▶ _Information_:
· · ·

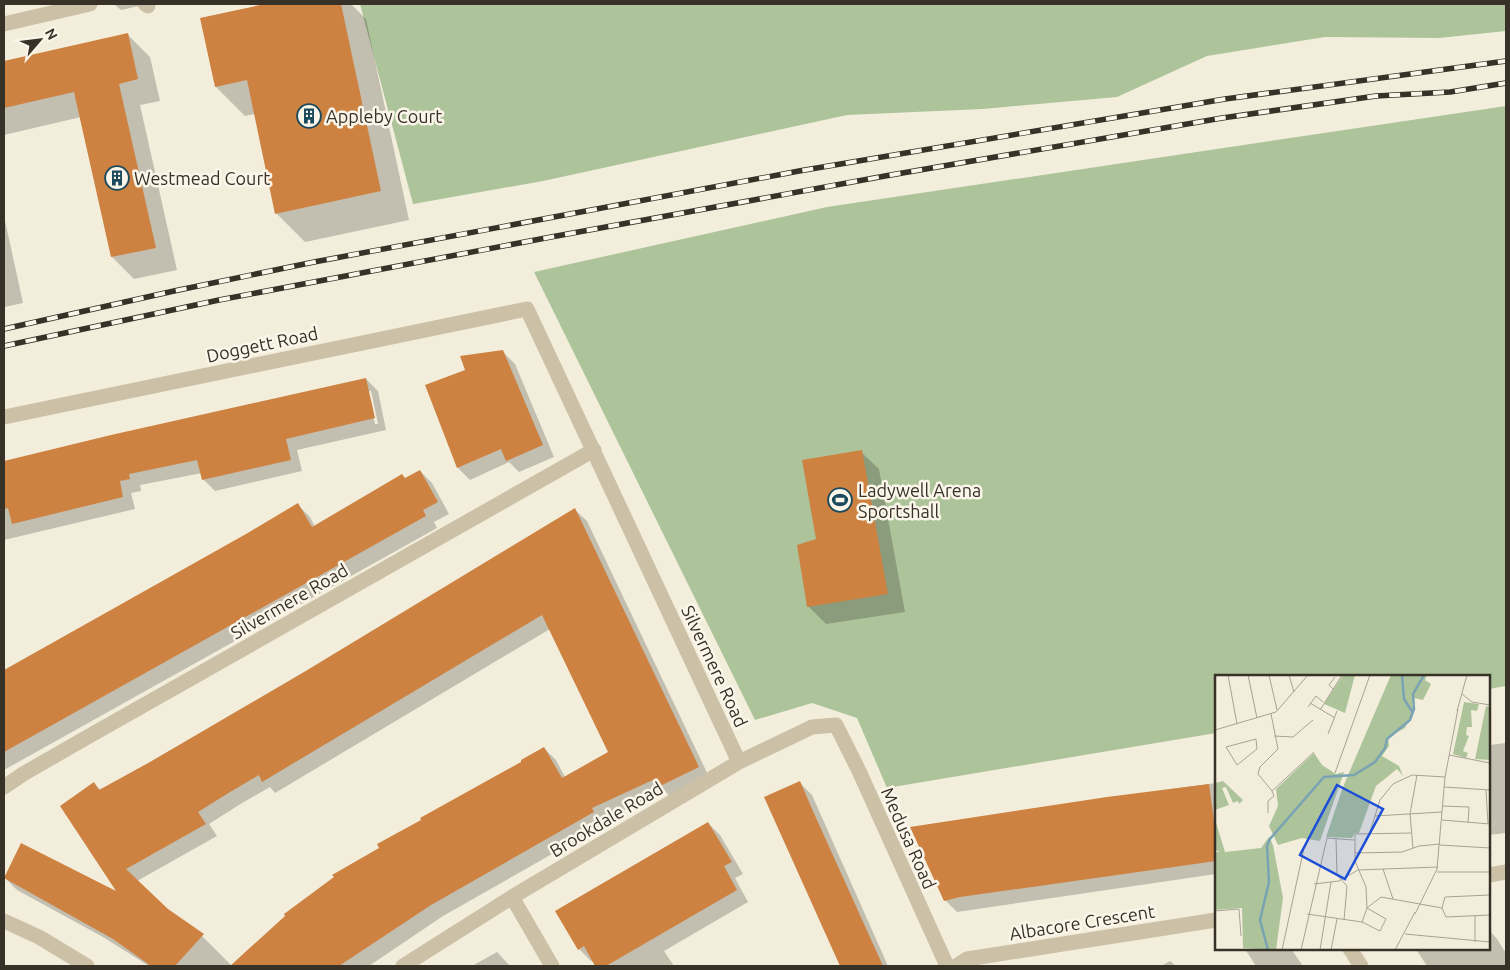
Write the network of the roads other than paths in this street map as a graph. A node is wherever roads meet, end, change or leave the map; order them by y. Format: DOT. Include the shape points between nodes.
graph roads {
  1 [pos="90,4"];
  2 [pos="4,24"];
  3 [pos="527,308"];
  4 [pos="4,417"];
  5 [pos="594,450"];
  6 [pos="836,725"];
  7 [pos="739,762"];
  8 [pos="4,787"];
  9 [pos="1506,872"];
  10 [pos="1490,875"];
  11 [pos="512,897"];
  12 [pos="1215,920"];
  13 [pos="4,921"];
  14 [pos="1351,950"];
  15 [pos="87,966"];
  16 [pos="403,966"];
  17 [pos="552,966"];
  18 [pos="947,966"];
  19 [pos="956,966"];
  20 [pos="1361,966"];
  1 -- 2 [label="street"];
  3 -- 4 [label="street, Doggett Road"];
  3 -- 5 [label="street, Silvermere Road"];
  5 -- 7 [label="street, Silvermere Road"];
  5 -- 8 [label="street, Silvermere Road"];
  6 -- 7 [label="street, Brookdale Road" via="812,727"];
  6 -- 18 [label="street, Medusa Road"];
  7 -- 11 [label="street, Brookdale Road"];
  9 -- 10 [label="street"];
  11 -- 16 [label="street, Brookdale Road"];
  11 -- 17 [label="street"];
  12 -- 19 [label="street, Albacore Crescent" via="967,959"];
  13 -- 15 [label="street"];
  14 -- 20 [label="street"];
}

· · ·

▶ _Problem requirements_: After removing the pictures, transcribe the listing above exactly.

▶ _Your solution_:
Write the network of the roads other than paths in this street map as a graph. A node is wherever roads meet, end, change or leave the map; order them by y. Format: DOT. Include the shape points between nodes.
graph roads {
  1 [pos="90,4"];
  2 [pos="4,24"];
  3 [pos="527,308"];
  4 [pos="4,417"];
  5 [pos="594,450"];
  6 [pos="836,725"];
  7 [pos="739,762"];
  8 [pos="4,787"];
  9 [pos="1506,872"];
  10 [pos="1490,875"];
  11 [pos="512,897"];
  12 [pos="1215,920"];
  13 [pos="4,921"];
  14 [pos="1351,950"];
  15 [pos="87,966"];
  16 [pos="403,966"];
  17 [pos="552,966"];
  18 [pos="947,966"];
  19 [pos="956,966"];
  20 [pos="1361,966"];
  1 -- 2 [label="street"];
  3 -- 4 [label="street, Doggett Road"];
  3 -- 5 [label="street, Silvermere Road"];
  5 -- 7 [label="street, Silvermere Road"];
  5 -- 8 [label="street, Silvermere Road"];
  6 -- 7 [label="street, Brookdale Road" via="812,727"];
  6 -- 18 [label="street, Medusa Road"];
  7 -- 11 [label="street, Brookdale Road"];
  9 -- 10 [label="street"];
  11 -- 16 [label="street, Brookdale Road"];
  11 -- 17 [label="street"];
  12 -- 19 [label="street, Albacore Crescent" via="967,959"];
  13 -- 15 [label="street"];
  14 -- 20 [label="street"];
}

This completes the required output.